«Mio figlio ha 15 anni. È in sedia a rotelle dalla nascita. Non ha problemi cognitivi. Ma ogni mattina deve entrare da solo a scuola, passando dai sotterranei. Ci mette 20 minuti. E io, che sono anch’io disabile, non riesco più a rispondergli quando mi chiede: “Perché io, mamma?”»
Comincia così la lettera di Astrid, una madre che ha deciso di scrivere a Pensieri in Movimento per dare voce a ciò che nessuno vuole vedere. Perché suo figlio, ogni giorno, vive una forma di esclusione silenziosa. Invisibile. Ma profondamente ingiusta.
La promessa dell’inclusione e la realtà dei sotterranei
A settembre 2024 ha iniziato la prima liceo in un istituto della provincia di Torino. Tutti erano stati informati della sua condizione. C’erano stati incontri, documenti, rassicurazioni.

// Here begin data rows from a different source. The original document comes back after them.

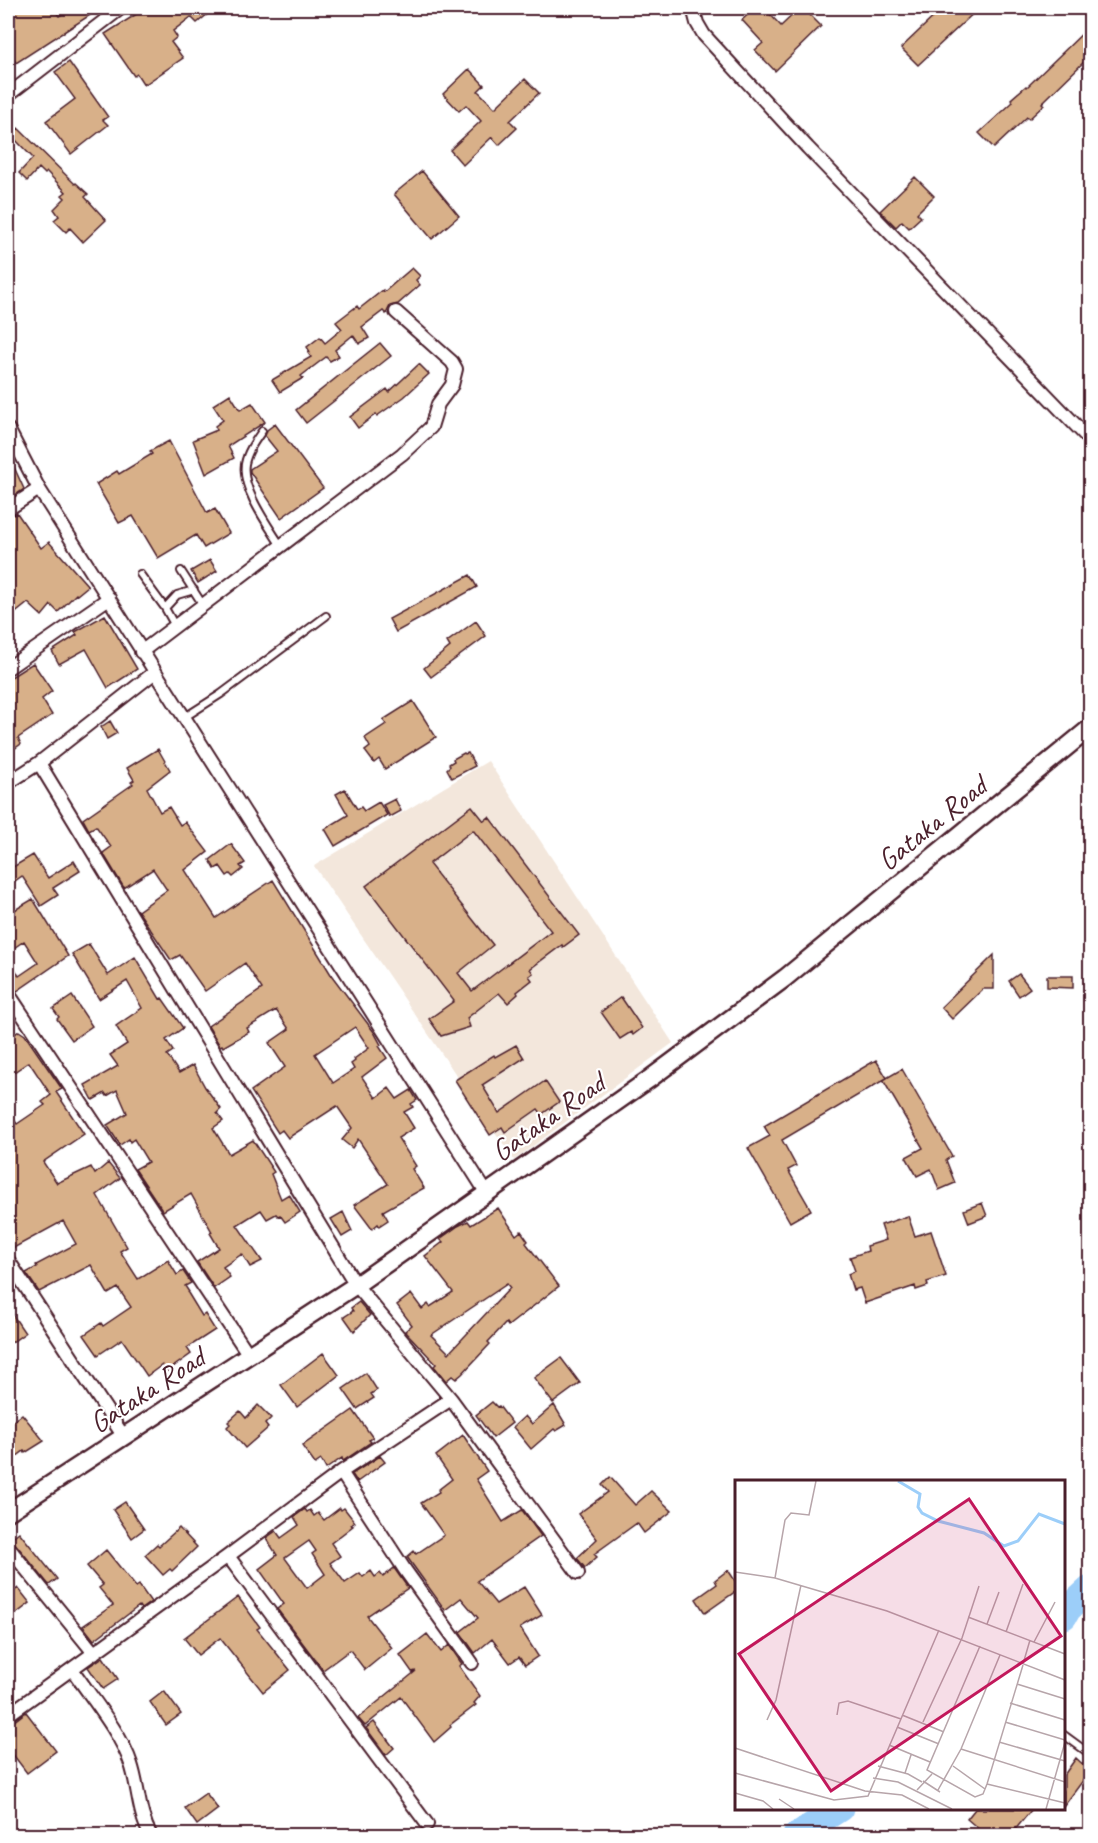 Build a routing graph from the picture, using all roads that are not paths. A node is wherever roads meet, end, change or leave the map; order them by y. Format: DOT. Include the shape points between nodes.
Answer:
graph roads {
  1 [pos="121,8"];
  2 [pos="693,8"];
  3 [pos="8,95"];
  4 [pos="396,312"];
  5 [pos="8,429"];
  6 [pos="262,431"];
  7 [pos="1090,440"];
  8 [pos="39,489"];
  9 [pos="8,509"];
  10 [pos="282,547"];
  11 [pos="181,571"];
  12 [pos="140,574"];
  13 [pos="194,590"];
  14 [pos="109,598"];
  15 [pos="203,606"];
  16 [pos="165,608"];
  17 [pos="326,616"];
  18 [pos="175,626"];
  19 [pos="141,652"];
  20 [pos="8,668"];
  21 [pos="155,672"];
  22 [pos="184,717"];
  23 [pos="1090,728"];
  24 [pos="39,763"];
  25 [pos="8,783"];
  26 [pos="8,993"];
  27 [pos="486,1192"];
  28 [pos="8,1260"];
  29 [pos="356,1285"];
  30 [pos="249,1355"];
  31 [pos="451,1399"];
  32 [pos="124,1437"];
  33 [pos="341,1472"];
  34 [pos="8,1512"];
  35 [pos="8,1547"];
  36 [pos="228,1556"];
  37 [pos="578,1573"];
  38 [pos="94,1653"];
  39 [pos="472,1663"];
  40 [pos="72,1669"];
  41 [pos="8,1715"];
  42 [pos="1065,1736"];
  43 [pos="1090,1754"];
  44 [pos="427,1824"];
  45 [pos="151,1836"];
  1 -- 3 [label="street"];
  2 -- 7 [label="street" via="704,35"];
  4 -- 10 [label="street" via="452,362 456,369 452,386 438,404 427,432"];
  5 -- 8 [label="street"];
  6 -- 10 [label="lane" via="245,466 247,484"];
  8 -- 9 [label="street"];
  8 -- 14 [label="street"];
  10 -- 15 [label="street"];
  11 -- 13 [label="lane"];
  12 -- 16 [label="lane"];
  13 -- 15 [label="lane"];
  13 -- 16 [label="lane" via="177,595"];
  14 -- 19 [label="street"];
  14 -- 20 [label="street"];
  15 -- 18 [label="street"];
  16 -- 18 [label="lane"];
  17 -- 22 [label="lane"];
  18 -- 19 [label="street"];
  19 -- 21 [label="street"];
  21 -- 22 [label="street"];
  21 -- 24 [label="street"];
  22 -- 27 [label="street"];
  23 -- 27 [label="street, Gataka Road" via="785,978 648,1080"];
  24 -- 25 [label="street"];
  24 -- 29 [label="street"];
  26 -- 30 [label="street"];
  27 -- 29 [label="street, Gataka Road"];
  28 -- 32 [label="street"];
  29 -- 30 [label="street, Gataka Road"];
  29 -- 31 [label="street"];
  30 -- 32 [label="street, Gataka Road"];
  31 -- 33 [label="street"];
  31 -- 37 [label="street"];
  32 -- 34 [label="street, Gataka Road"];
  33 -- 36 [label="street"];
  33 -- 39 [label="street"];
  35 -- 38 [label="street"];
  36 -- 38 [label="street"];
  36 -- 44 [label="street"];
  38 -- 40 [label="street"];
  40 -- 41 [label="street"];
  40 -- 45 [label="street" via="131,1762 140,1811"];
  42 -- 43 [label="lane"];
} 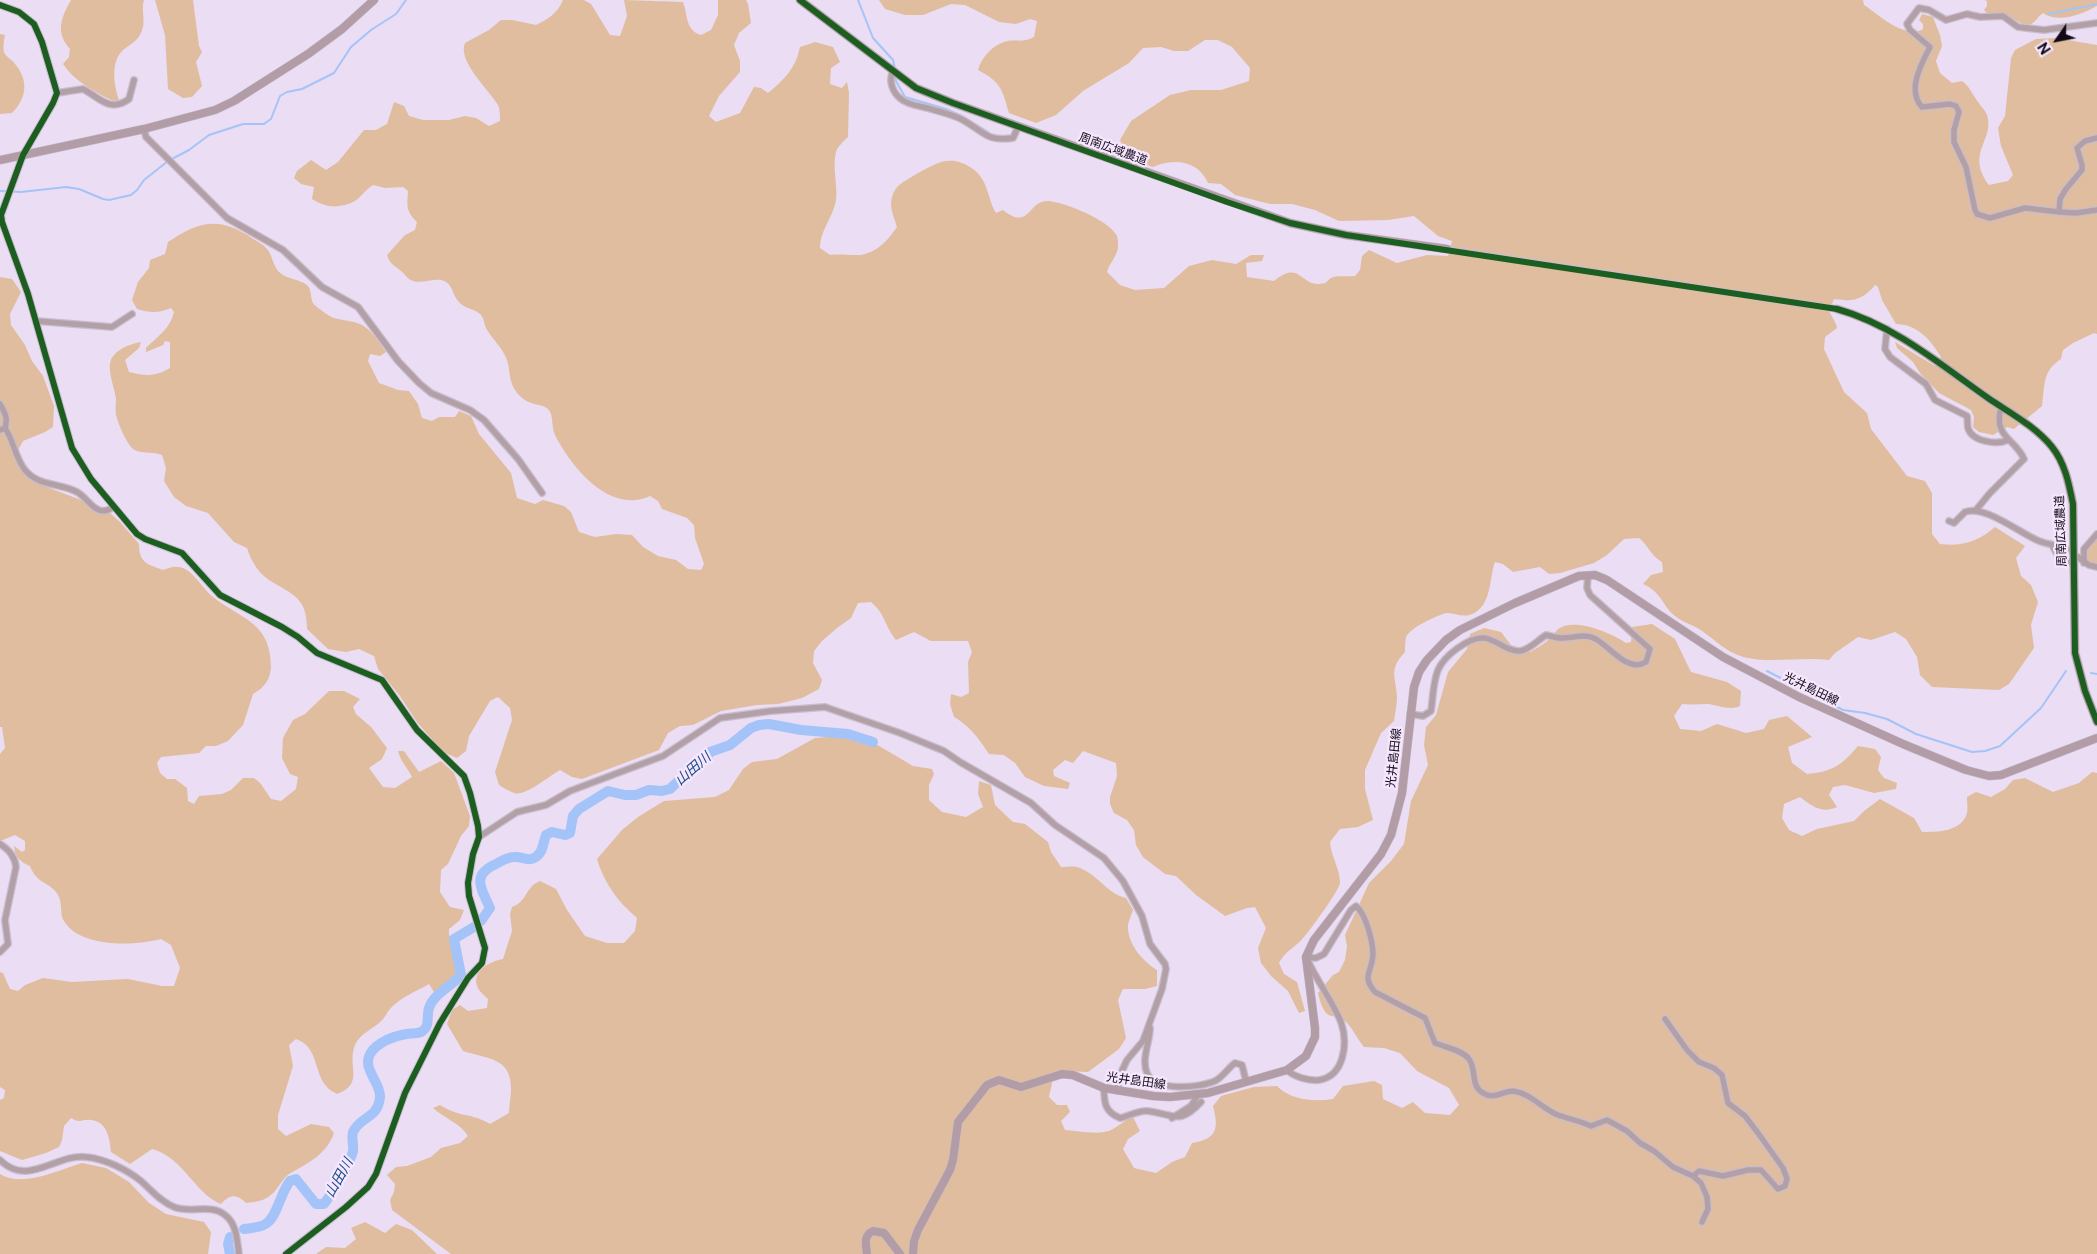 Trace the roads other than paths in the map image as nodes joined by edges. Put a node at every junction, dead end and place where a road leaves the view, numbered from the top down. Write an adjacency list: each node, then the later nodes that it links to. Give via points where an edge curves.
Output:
1 (374, 0): 9 (main road, via 333,37 234,101 197,116)
2 (800, 0): 5 (main road, 周南広域農道)
3 (0, 5): 7 (street, via 20,12 34,24)
4 (2097, 24): 14 (street, via 2026,29 2003,16 1967,14 1946,20 1919,8 1907,24 1930,47 1916,82 1919,104 1922,107 1950,104 1959,112 1954,142 1966,167 1977,214 1990,218 2025,208)
5 (893, 71): 8 (main road, 周南広域農道, via 916,88); 8 (street, via 892,88 908,104 952,115 988,137 999,140 1013,138)
6 (134, 80): 7 (street, via 129,99 116,105 102,102 83,89)
7 (57, 93): 11 (street)
8 (1018, 127): 15 (main road, 周南広域農道, via 1290,222 1346,235)
9 (144, 129): 11 (main road); 24 (street, via 146,137 227,218 283,250 322,286 358,307 398,361 425,388 478,414 518,459)
10 (2097, 138): 14 (street, via 2085,141 2077,148 2082,170 2066,188 2060,199)
11 (23, 155): 12 (main road); 18 (street, via 1,215)
12 (0, 160)
13 (2097, 210): 14 (street)
14 (2059, 212)
15 (1447, 249)
16 (1837, 309): 19 (main road, 周南広域農道)
17 (132, 314): 18 (street, via 112,327)
18 (36, 321): 25 (street, via 72,448)
19 (1887, 329): 21 (main road, 周南広域農道); 23 (street, via 1885,349 1890,357 1926,384 1935,400 1967,416 1968,430 1973,435 1991,442)
20 (0, 404): 22 (street, via 6,413)
21 (2001, 407): 23 (street, via 1999,424); 33 (main road, 周南広域農道, via 2039,434 2061,462 2073,504)
22 (3, 429): 25 (street, via 12,439 18,459 33,478 82,494 101,511)
23 (2008, 440): 26 (street, via 2024,458)
24 (542, 493)
25 (114, 507): 39 (street, via 137,534 190,558 220,595 282,627 317,653 382,680 417,730 464,776 476,814)
26 (1976, 510): 27 (street, via 1965,512 1954,523); 29 (street)
27 (1949, 521)
28 (2097, 534): 32 (street, via 2084,549)
29 (2052, 545): 30 (street); 33 (street, via 2057,554)
30 (2069, 550)
31 (2078, 558): 32 (street)
32 (2084, 563): 34 (street)
33 (2074, 565): 37 (main road, 周南広域農道, via 2075,653)
34 (2097, 567)
35 (1588, 576): 36 (main road, 光井島田線, via 1568,580 1460,630 1446,640 1419,672); 36 (street, via 1586,588 1590,595 1650,649 1646,662 1634,666 1604,644 1584,635 1560,638 1546,635 1518,651 1478,638 1456,651 1438,669 1430,711 1423,716); 38 (main road, 光井島田線, via 1607,580 1723,657 1799,697 1966,770 1989,776 2001,775)
36 (1410, 714): 42 (main road, 光井島田線, via 1402,793 1391,835 1381,854 1314,940)
37 (2097, 722)
38 (2097, 738)
39 (479, 837): 44 (street, via 517,812 546,805 570,791 663,756 720,718 816,708 835,710 944,751 1031,803 1055,825 1104,858 1123,881 1142,916 1150,944 1165,964 1165,978); 54 (street, via 468,884 485,948 482,963 468,978 440,1023 405,1093 376,1174 368,1187)
40 (0, 844): 41 (street, via 10,852 16,867 5,920 8,944)
41 (0, 952)
42 (1306, 956): 45 (main road, 光井島田線, via 1315,1037 1306,1056); 45 (street, via 1342,1025 1343,1053 1341,1064 1325,1079 1292,1075); 51 (street, via 1316,958 1324,954 1356,906 1362,910 1373,955 1367,978 1369,985 1375,992 1425,1018 1435,1043 1464,1055 1470,1061 1475,1085 1483,1093 1492,1096 1514,1091 1590,1126 1607,1120 1627,1131 1673,1167)
43 (1664, 1019): 51 (street, via 1699,1062 1722,1075 1728,1103 1745,1116 1783,1168 1787,1179 1785,1186 1778,1190 1761,1170 1723,1176 1699,1171)
44 (1150, 1023): 46 (street, via 1145,1066 1147,1074 1157,1084 1179,1086 1216,1081 1235,1063 1242,1065); 48 (street, via 1144,1041 1127,1060 1118,1081)
45 (1287, 1070): 46 (main road, 光井島田線)
46 (1246, 1082): 49 (main road, 光井島田線)
47 (1104, 1088): 48 (main road, 光井島田線); 49 (street, via 1104,1104 1120,1118 1147,1111 1172,1118); 57 (main road, 光井島田線, via 1073,1075 1062,1074 1021,1087 999,1080 987,1085 958,1122 950,1170 918,1230)
48 (1118, 1091): 49 (main road, 光井島田線)
49 (1199, 1098)
50 (0, 1160): 53 (street, via 17,1170 30,1171 72,1157 96,1158 128,1172 174,1207 217,1210 226,1216 235,1230)
51 (1693, 1176): 52 (street, via 1701,1183 1707,1198 1708,1209)
52 (1702, 1222)
53 (239, 1254)
54 (286, 1254)
55 (867, 1254): 56 (main road, via 865,1239 868,1233 878,1231 884,1233)
56 (900, 1254)
57 (912, 1254)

«La scuola è accessibile».
«Tutto è pronto per accogliervi».
Ma erano solo parole.
La verità è che le pedane per disabili non funzionano da dodici anni. Dodici anni. Mai riparate. Mai sostituite. E così ogni mattina questo ragazzo deve compiere un percorso lunghissimo, passando da sotterranei, da solo, per poter raggiungere l’aula.
Escluso anche dalla ricreazione
Non può accedere al cortile con i compagni. Durante la ricreazione, resta dentro. Quando devono andare in auditorium, viene fatto passare in mezzo a spazzatura ed erbacce. Come se non esistesse. Come se fosse un problema da nascondere, e non un ragazzo con il pieno diritto di vivere la scuola come tutti gli altri.
Il silenzio delle istituzioni
Astrid, anche lei in sedia a rotelle in seguito a un’infezione, ha scritto al Comune, alla scuola, a chiunque potesse fare qualcosa. Ma non ha ricevuto alcuna risposta. Nessun segnale. Nessuna attenzione.
«Mio figlio capisce tutto. E purtroppo — sì, purtroppo — mi è stato detto che sarebbe stato meglio se non avesse capito. Così non soffrirebbe. Ma lui capisce. E ogni giorno torna a casa con un pezzo di dignità in meno.»
Non una richiesta. Un diritto.
Quello che Astrid chiede non è compassione. È rispetto. È applicazione della legge. È garanzia di un diritto fondamentale: quello allo studio in un ambiente accessibile, sicuro e dignitoso.
La Costituzione Italiana e la Legge 104 parlano chiaro: ogni istituto scolastico deve essere accessibile, privo di barriere architettoniche. Le amministrazioni hanno il dovere di intervenire. Le promesse non bastano. Servono azioni.
Questa non è inclusione. È esclusione.
Questa non è inclusione. È esclusione istituzionalizzata. Sistemica. E fa male. Fa male soprattutto a chi, come questo ragazzo, vorrebbe solo sentirsi parte della classe, parte del gruppo, parte del mondo.
Una madre che cammina anche senza gambe
«Io, da madre, anche senza gambe, continuerò a camminare per lui. Perché nessuno tocchi più la sua dignità. Perché non venga più lasciato solo. Perché questa storia non venga ignorata, come troppe altre.»
Facciamoci sentire. Tutti.
Noi non possiamo ignorarla. Non dobbiamo. Perché ogni ragazzo ha diritto a un’istruzione piena, libera, accessibile. E ogni madre ha il diritto di sapere che suo figlio non sarà più trattato come invisibile.
Condividiamo questa storia. Facciamola girare. Facciamoci sentire. Perché non si tratta solo di una scuola. Si tratta di giustizia. Di umanità. Di civiltà.
E perché la voce di Astrid, oggi, è la voce di tutte le madri che camminano — anche senza gambe — per difendere i diritti dei propri figli.